>>>>

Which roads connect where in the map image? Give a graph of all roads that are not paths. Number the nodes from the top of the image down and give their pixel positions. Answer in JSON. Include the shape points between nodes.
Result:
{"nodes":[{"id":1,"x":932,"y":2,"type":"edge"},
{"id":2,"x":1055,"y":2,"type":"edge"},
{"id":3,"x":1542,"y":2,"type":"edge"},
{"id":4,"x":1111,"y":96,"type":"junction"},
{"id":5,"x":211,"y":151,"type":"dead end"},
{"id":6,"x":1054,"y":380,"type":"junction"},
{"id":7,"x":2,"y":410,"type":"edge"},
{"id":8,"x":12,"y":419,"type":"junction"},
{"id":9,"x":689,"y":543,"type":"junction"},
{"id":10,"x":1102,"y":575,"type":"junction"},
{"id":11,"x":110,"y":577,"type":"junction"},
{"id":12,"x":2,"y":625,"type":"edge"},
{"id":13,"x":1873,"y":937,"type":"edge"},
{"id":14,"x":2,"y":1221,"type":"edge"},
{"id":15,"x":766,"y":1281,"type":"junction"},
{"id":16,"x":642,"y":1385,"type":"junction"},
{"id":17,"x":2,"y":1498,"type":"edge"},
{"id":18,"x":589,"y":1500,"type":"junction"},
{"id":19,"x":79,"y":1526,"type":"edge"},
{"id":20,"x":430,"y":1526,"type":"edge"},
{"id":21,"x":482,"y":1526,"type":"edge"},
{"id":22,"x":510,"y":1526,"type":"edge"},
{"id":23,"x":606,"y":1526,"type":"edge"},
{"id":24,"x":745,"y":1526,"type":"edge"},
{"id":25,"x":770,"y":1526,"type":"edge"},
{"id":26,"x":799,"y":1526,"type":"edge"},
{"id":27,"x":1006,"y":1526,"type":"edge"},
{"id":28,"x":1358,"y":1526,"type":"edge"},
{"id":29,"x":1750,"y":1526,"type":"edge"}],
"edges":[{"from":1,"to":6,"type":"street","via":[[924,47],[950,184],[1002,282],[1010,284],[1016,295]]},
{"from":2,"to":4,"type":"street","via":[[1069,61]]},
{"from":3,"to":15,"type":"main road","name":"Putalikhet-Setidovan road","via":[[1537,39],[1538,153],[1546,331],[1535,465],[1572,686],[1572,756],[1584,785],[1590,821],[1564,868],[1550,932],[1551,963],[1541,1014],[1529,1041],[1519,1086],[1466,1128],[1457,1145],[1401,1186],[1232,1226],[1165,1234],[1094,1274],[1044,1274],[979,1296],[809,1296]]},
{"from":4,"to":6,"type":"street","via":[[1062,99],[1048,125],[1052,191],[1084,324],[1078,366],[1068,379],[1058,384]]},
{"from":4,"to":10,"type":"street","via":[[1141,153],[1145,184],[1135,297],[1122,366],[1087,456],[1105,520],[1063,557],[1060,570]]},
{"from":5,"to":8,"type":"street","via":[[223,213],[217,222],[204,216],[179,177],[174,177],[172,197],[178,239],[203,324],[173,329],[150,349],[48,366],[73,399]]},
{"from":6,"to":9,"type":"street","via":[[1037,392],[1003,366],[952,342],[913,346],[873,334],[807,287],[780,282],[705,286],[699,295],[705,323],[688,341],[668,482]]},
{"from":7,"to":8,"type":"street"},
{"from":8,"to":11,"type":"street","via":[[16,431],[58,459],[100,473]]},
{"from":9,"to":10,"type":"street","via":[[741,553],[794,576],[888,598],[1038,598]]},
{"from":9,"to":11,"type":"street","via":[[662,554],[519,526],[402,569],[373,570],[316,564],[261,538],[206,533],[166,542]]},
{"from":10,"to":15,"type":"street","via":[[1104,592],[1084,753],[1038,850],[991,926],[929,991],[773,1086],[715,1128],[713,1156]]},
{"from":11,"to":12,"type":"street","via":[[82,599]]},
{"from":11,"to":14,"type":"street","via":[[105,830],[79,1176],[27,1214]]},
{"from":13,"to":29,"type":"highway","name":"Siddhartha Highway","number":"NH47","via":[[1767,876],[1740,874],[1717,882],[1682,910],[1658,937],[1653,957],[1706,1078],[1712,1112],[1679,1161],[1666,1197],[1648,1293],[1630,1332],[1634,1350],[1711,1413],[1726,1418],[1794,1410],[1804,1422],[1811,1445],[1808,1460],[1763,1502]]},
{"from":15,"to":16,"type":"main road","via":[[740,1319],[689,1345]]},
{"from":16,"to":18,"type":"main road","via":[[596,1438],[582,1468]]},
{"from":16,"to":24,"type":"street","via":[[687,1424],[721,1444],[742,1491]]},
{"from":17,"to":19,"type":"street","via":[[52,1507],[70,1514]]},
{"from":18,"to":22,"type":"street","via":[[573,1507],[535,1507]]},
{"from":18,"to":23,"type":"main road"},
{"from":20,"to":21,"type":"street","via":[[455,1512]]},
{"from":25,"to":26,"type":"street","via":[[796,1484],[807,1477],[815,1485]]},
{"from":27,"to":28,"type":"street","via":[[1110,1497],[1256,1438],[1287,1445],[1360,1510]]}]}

<<<<

§ **What needs to be done**
The entries need to be set down again in full, with no word changed.

§ **The completed task**
Which roads connect where in the map image? Give a graph of all roads that are not paths. Number the nodes from the top of the image down and give their pixel positions. Answer in JSON. Include the shape points between nodes.
Result:
{"nodes":[{"id":1,"x":932,"y":2,"type":"edge"},
{"id":2,"x":1055,"y":2,"type":"edge"},
{"id":3,"x":1542,"y":2,"type":"edge"},
{"id":4,"x":1111,"y":96,"type":"junction"},
{"id":5,"x":211,"y":151,"type":"dead end"},
{"id":6,"x":1054,"y":380,"type":"junction"},
{"id":7,"x":2,"y":410,"type":"edge"},
{"id":8,"x":12,"y":419,"type":"junction"},
{"id":9,"x":689,"y":543,"type":"junction"},
{"id":10,"x":1102,"y":575,"type":"junction"},
{"id":11,"x":110,"y":577,"type":"junction"},
{"id":12,"x":2,"y":625,"type":"edge"},
{"id":13,"x":1873,"y":937,"type":"edge"},
{"id":14,"x":2,"y":1221,"type":"edge"},
{"id":15,"x":766,"y":1281,"type":"junction"},
{"id":16,"x":642,"y":1385,"type":"junction"},
{"id":17,"x":2,"y":1498,"type":"edge"},
{"id":18,"x":589,"y":1500,"type":"junction"},
{"id":19,"x":79,"y":1526,"type":"edge"},
{"id":20,"x":430,"y":1526,"type":"edge"},
{"id":21,"x":482,"y":1526,"type":"edge"},
{"id":22,"x":510,"y":1526,"type":"edge"},
{"id":23,"x":606,"y":1526,"type":"edge"},
{"id":24,"x":745,"y":1526,"type":"edge"},
{"id":25,"x":770,"y":1526,"type":"edge"},
{"id":26,"x":799,"y":1526,"type":"edge"},
{"id":27,"x":1006,"y":1526,"type":"edge"},
{"id":28,"x":1358,"y":1526,"type":"edge"},
{"id":29,"x":1750,"y":1526,"type":"edge"}],
"edges":[{"from":1,"to":6,"type":"street","via":[[924,47],[950,184],[1002,282],[1010,284],[1016,295]]},
{"from":2,"to":4,"type":"street","via":[[1069,61]]},
{"from":3,"to":15,"type":"main road","name":"Putalikhet-Setidovan road","via":[[1537,39],[1538,153],[1546,331],[1535,465],[1572,686],[1572,756],[1584,785],[1590,821],[1564,868],[1550,932],[1551,963],[1541,1014],[1529,1041],[1519,1086],[1466,1128],[1457,1145],[1401,1186],[1232,1226],[1165,1234],[1094,1274],[1044,1274],[979,1296],[809,1296]]},
{"from":4,"to":6,"type":"street","via":[[1062,99],[1048,125],[1052,191],[1084,324],[1078,366],[1068,379],[1058,384]]},
{"from":4,"to":10,"type":"street","via":[[1141,153],[1145,184],[1135,297],[1122,366],[1087,456],[1105,520],[1063,557],[1060,570]]},
{"from":5,"to":8,"type":"street","via":[[223,213],[217,222],[204,216],[179,177],[174,177],[172,197],[178,239],[203,324],[173,329],[150,349],[48,366],[73,399]]},
{"from":6,"to":9,"type":"street","via":[[1037,392],[1003,366],[952,342],[913,346],[873,334],[807,287],[780,282],[705,286],[699,295],[705,323],[688,341],[668,482]]},
{"from":7,"to":8,"type":"street"},
{"from":8,"to":11,"type":"street","via":[[16,431],[58,459],[100,473]]},
{"from":9,"to":10,"type":"street","via":[[741,553],[794,576],[888,598],[1038,598]]},
{"from":9,"to":11,"type":"street","via":[[662,554],[519,526],[402,569],[373,570],[316,564],[261,538],[206,533],[166,542]]},
{"from":10,"to":15,"type":"street","via":[[1104,592],[1084,753],[1038,850],[991,926],[929,991],[773,1086],[715,1128],[713,1156]]},
{"from":11,"to":12,"type":"street","via":[[82,599]]},
{"from":11,"to":14,"type":"street","via":[[105,830],[79,1176],[27,1214]]},
{"from":13,"to":29,"type":"highway","name":"Siddhartha Highway","number":"NH47","via":[[1767,876],[1740,874],[1717,882],[1682,910],[1658,937],[1653,957],[1706,1078],[1712,1112],[1679,1161],[1666,1197],[1648,1293],[1630,1332],[1634,1350],[1711,1413],[1726,1418],[1794,1410],[1804,1422],[1811,1445],[1808,1460],[1763,1502]]},
{"from":15,"to":16,"type":"main road","via":[[740,1319],[689,1345]]},
{"from":16,"to":18,"type":"main road","via":[[596,1438],[582,1468]]},
{"from":16,"to":24,"type":"street","via":[[687,1424],[721,1444],[742,1491]]},
{"from":17,"to":19,"type":"street","via":[[52,1507],[70,1514]]},
{"from":18,"to":22,"type":"street","via":[[573,1507],[535,1507]]},
{"from":18,"to":23,"type":"main road"},
{"from":20,"to":21,"type":"street","via":[[455,1512]]},
{"from":25,"to":26,"type":"street","via":[[796,1484],[807,1477],[815,1485]]},
{"from":27,"to":28,"type":"street","via":[[1110,1497],[1256,1438],[1287,1445],[1360,1510]]}]}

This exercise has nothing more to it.